[Human keypoint data]
============================================================

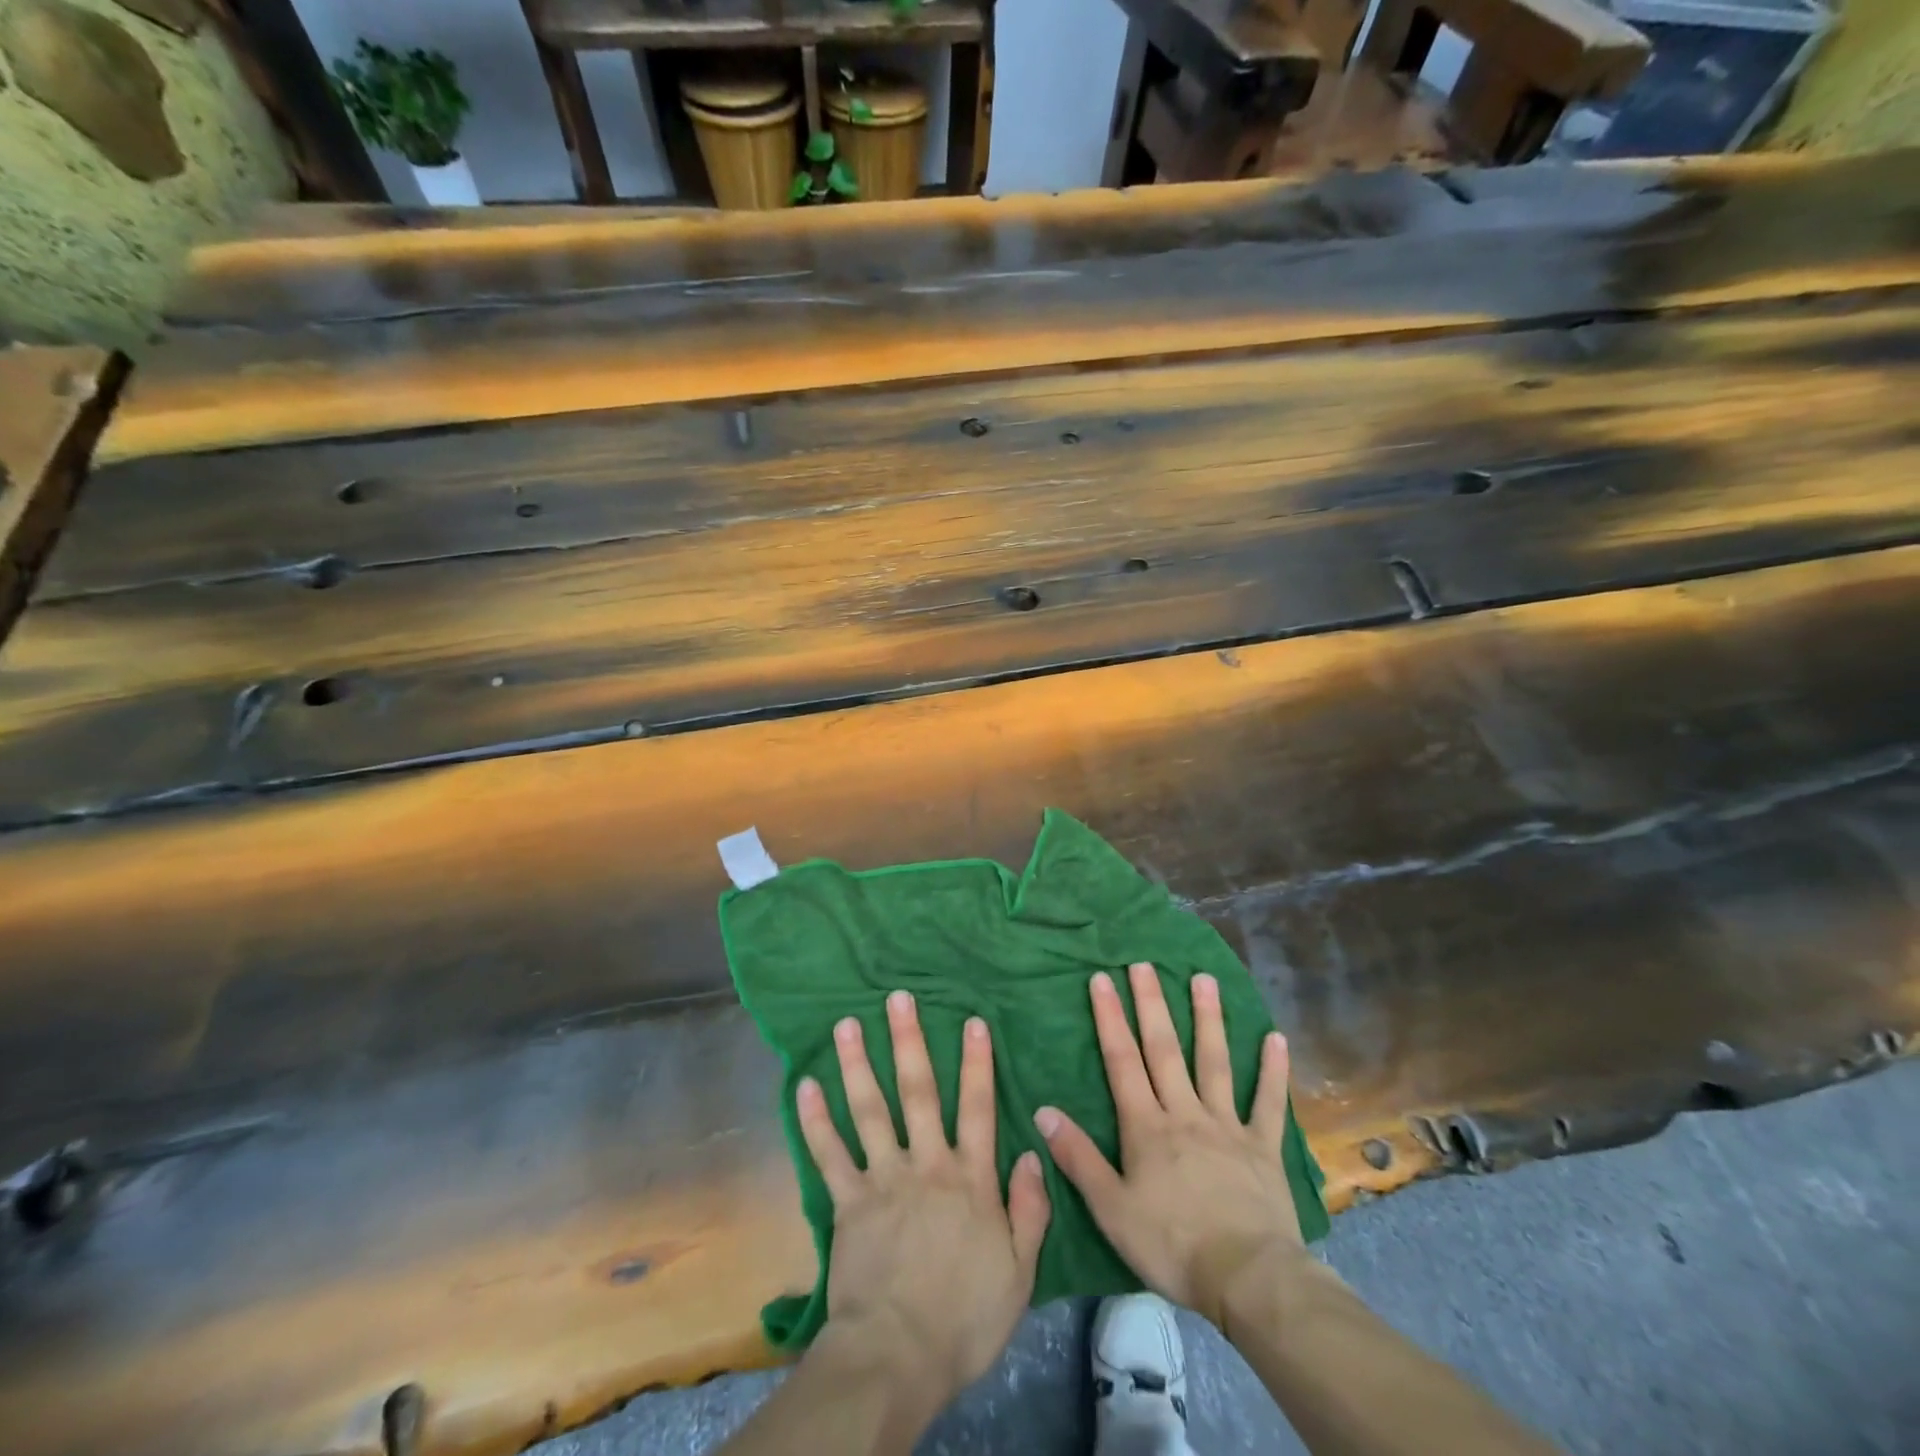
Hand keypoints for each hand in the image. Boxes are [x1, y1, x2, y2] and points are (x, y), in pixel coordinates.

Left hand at [797, 990, 1051, 1404]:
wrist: (898, 1357)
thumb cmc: (965, 1317)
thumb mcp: (1019, 1271)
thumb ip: (1029, 1208)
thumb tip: (1031, 1151)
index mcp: (970, 1179)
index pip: (977, 1108)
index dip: (977, 1063)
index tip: (972, 1020)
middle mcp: (926, 1164)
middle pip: (918, 1092)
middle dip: (909, 1041)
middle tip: (897, 998)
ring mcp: (883, 1178)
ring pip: (869, 1109)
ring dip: (857, 1064)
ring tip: (846, 1023)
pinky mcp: (847, 1201)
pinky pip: (828, 1154)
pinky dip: (815, 1120)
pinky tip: (805, 1085)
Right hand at [1034, 963, 1303, 1328]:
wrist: (1247, 1278)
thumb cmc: (1171, 1245)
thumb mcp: (1111, 1208)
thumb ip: (1078, 1158)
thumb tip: (1042, 1110)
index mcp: (1147, 1126)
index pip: (1122, 1061)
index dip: (1110, 1018)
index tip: (1101, 979)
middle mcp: (1186, 1112)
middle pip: (1165, 1050)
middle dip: (1152, 1004)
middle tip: (1144, 964)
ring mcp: (1227, 1126)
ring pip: (1215, 1062)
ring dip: (1209, 1019)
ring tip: (1205, 979)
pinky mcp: (1263, 1147)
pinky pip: (1268, 1103)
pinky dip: (1272, 1071)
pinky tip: (1275, 1038)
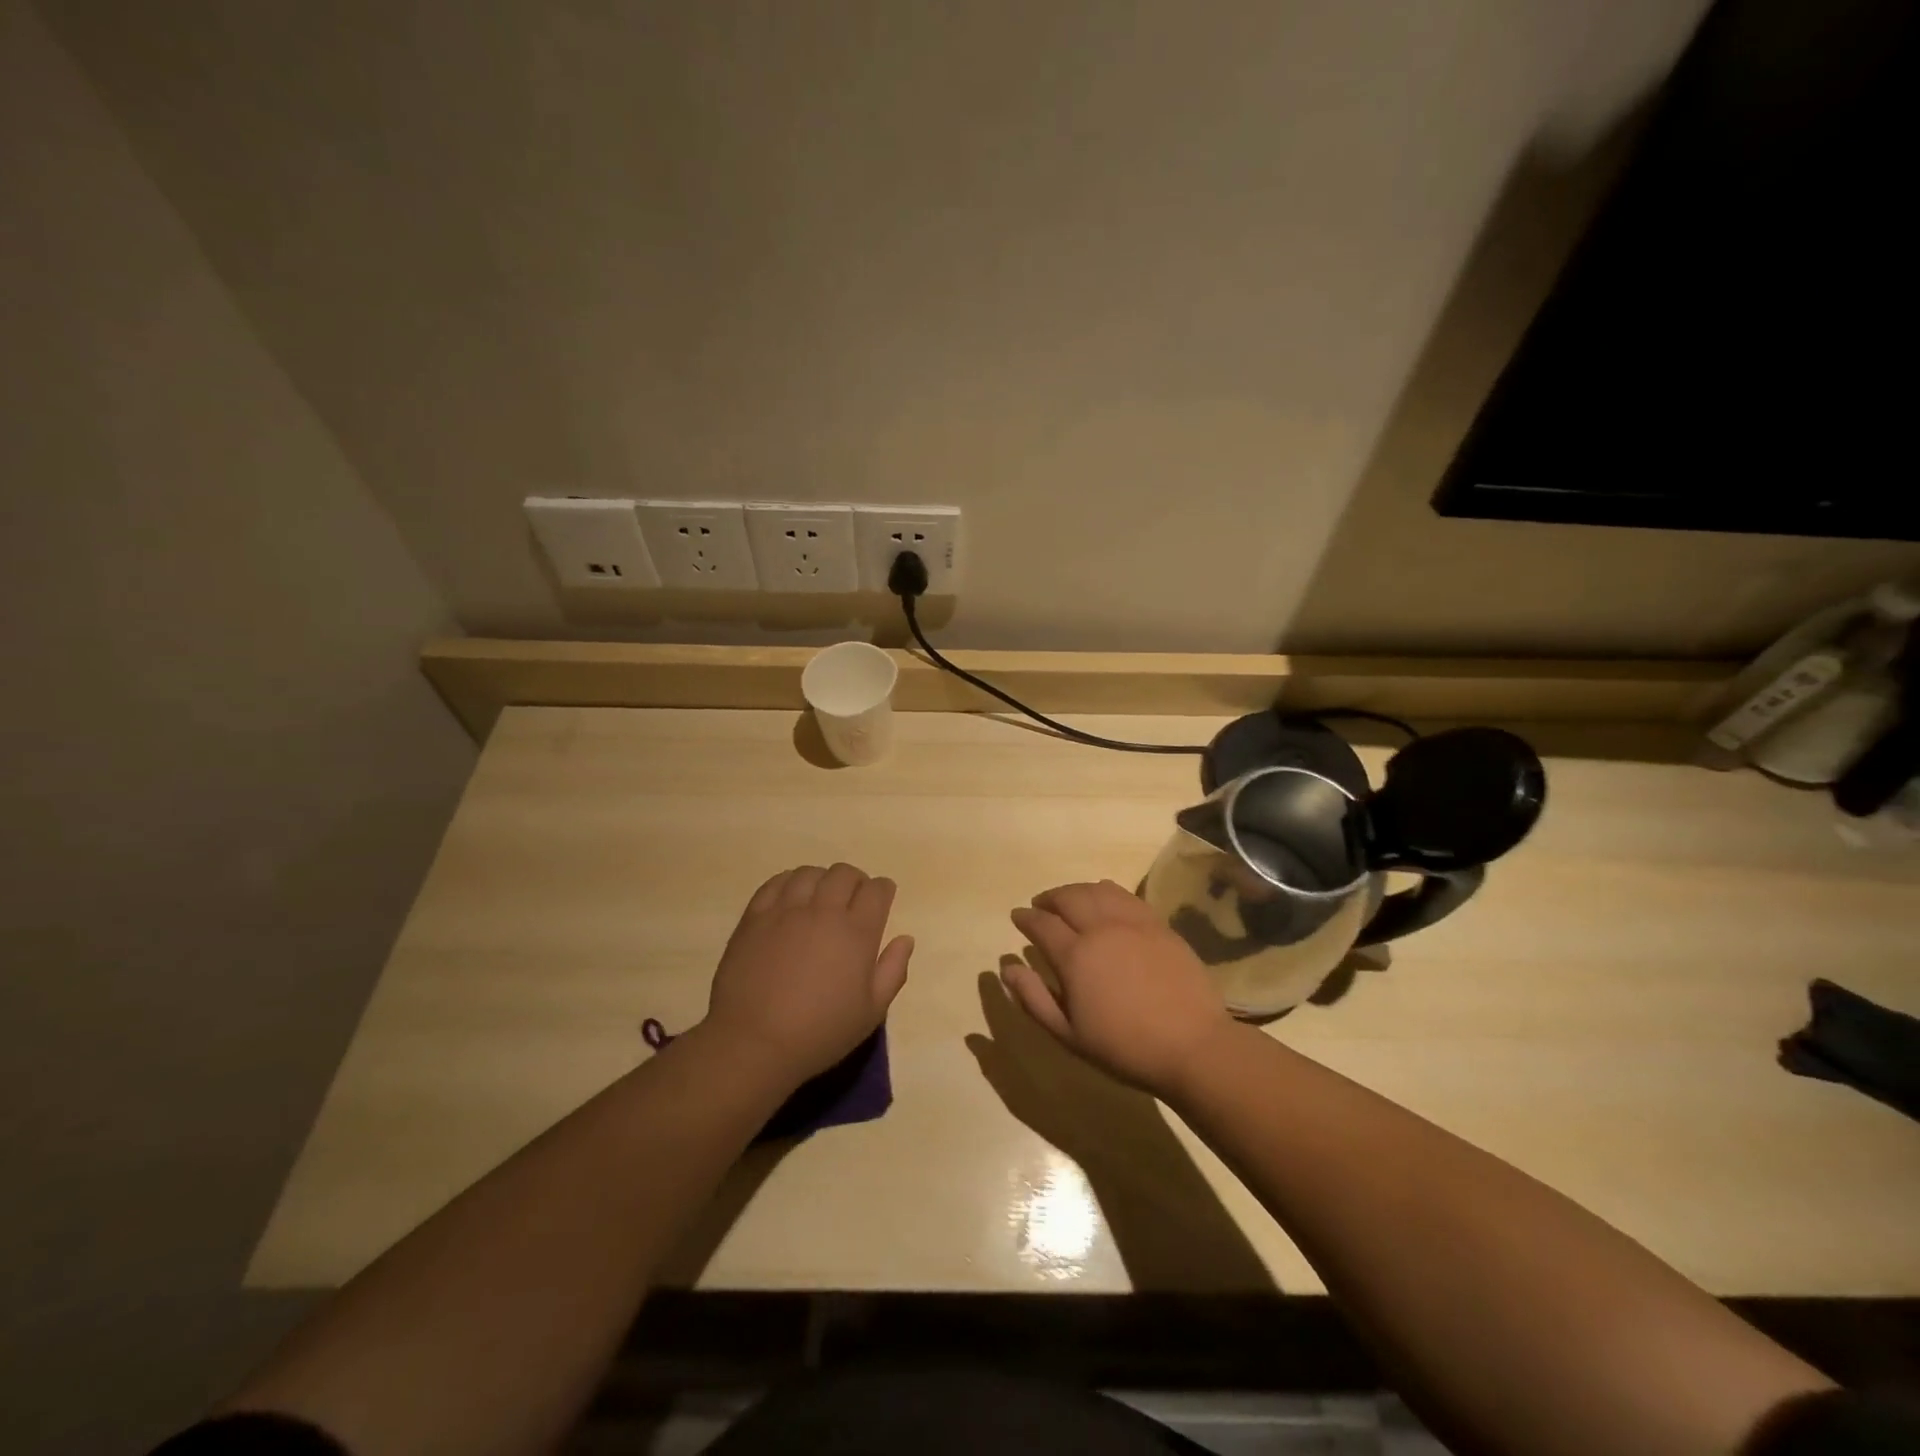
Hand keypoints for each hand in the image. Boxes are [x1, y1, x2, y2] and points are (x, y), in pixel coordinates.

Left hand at [705, 863, 912, 1083]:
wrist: (754, 1043)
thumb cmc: (820, 1033)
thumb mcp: (871, 1012)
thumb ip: (893, 970)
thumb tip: (905, 939)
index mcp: (857, 932)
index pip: (877, 890)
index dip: (883, 890)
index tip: (881, 900)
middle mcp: (824, 911)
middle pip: (844, 874)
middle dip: (855, 881)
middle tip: (852, 900)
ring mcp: (786, 910)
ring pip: (810, 873)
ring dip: (822, 880)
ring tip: (820, 897)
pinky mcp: (755, 916)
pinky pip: (776, 882)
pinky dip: (789, 882)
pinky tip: (790, 897)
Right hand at [1008, 880, 1233, 1096]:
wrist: (1193, 1046)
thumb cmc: (1124, 1047)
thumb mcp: (1069, 1034)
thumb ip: (1034, 999)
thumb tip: (1007, 968)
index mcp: (1075, 955)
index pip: (1041, 924)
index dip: (1026, 918)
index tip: (1017, 916)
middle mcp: (1101, 928)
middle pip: (1068, 897)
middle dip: (1049, 898)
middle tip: (1040, 904)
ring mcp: (1134, 923)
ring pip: (1098, 890)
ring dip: (1077, 890)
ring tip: (1070, 899)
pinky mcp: (1159, 925)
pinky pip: (1126, 896)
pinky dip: (1107, 892)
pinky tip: (1106, 901)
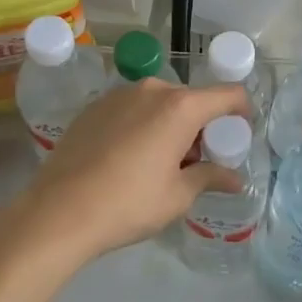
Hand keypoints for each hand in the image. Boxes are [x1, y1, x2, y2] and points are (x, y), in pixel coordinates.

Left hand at [20, 76, 251, 260]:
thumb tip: (235, 179)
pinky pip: (132, 109)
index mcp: (180, 107)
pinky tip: (129, 158)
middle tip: (197, 160)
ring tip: (161, 162)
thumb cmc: (129, 203)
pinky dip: (142, 125)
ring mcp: (118, 95)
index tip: (240, 134)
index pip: (228, 94)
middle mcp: (151, 90)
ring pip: (160, 103)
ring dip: (170, 124)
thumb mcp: (178, 195)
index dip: (242, 111)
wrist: (59, 211)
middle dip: (202, 125)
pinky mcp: (93, 107)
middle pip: (192, 99)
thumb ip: (210, 177)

============================================================

Problem to solve>
When you reach the line containing "middle dip: (855, 881)" in the data above, start copying exactly, and stop after the line containing "ring tip: (1070, 899)".

Written response>
middle dip: (855, 881)
middle tip: (852, 900)
ring mcp: (786, 910)
ring pip: (810, 873)
ring dip: (822, 880)
ring tip: (820, 897)
pinky mcp: (755, 916)
pinky pip: (776, 882)
pinky dip: (789, 882)
pinky tip: (790, 897)
Right hand at [1008, 880, 1233, 1096]:
wrist: (1193, 1046)
thumb cmc: (1124, 1047)
thumb mcp: (1069, 1034)
thumb ip: (1034, 999)
thumb tip: (1007, 968)
index mcp: (1075, 955)
index pip: (1041, 924)
index dip: (1026, 918)
index tip: (1017, 916)
middle mcp: (1101, 928)
middle pip: (1068, 897)
middle dip: (1049, 898)
middle tip: (1040, 904)
ring mcp: (1134, 923)
ring pip: (1098, 890)
ring dip: (1077, 890)
ring tip: (1070, 899)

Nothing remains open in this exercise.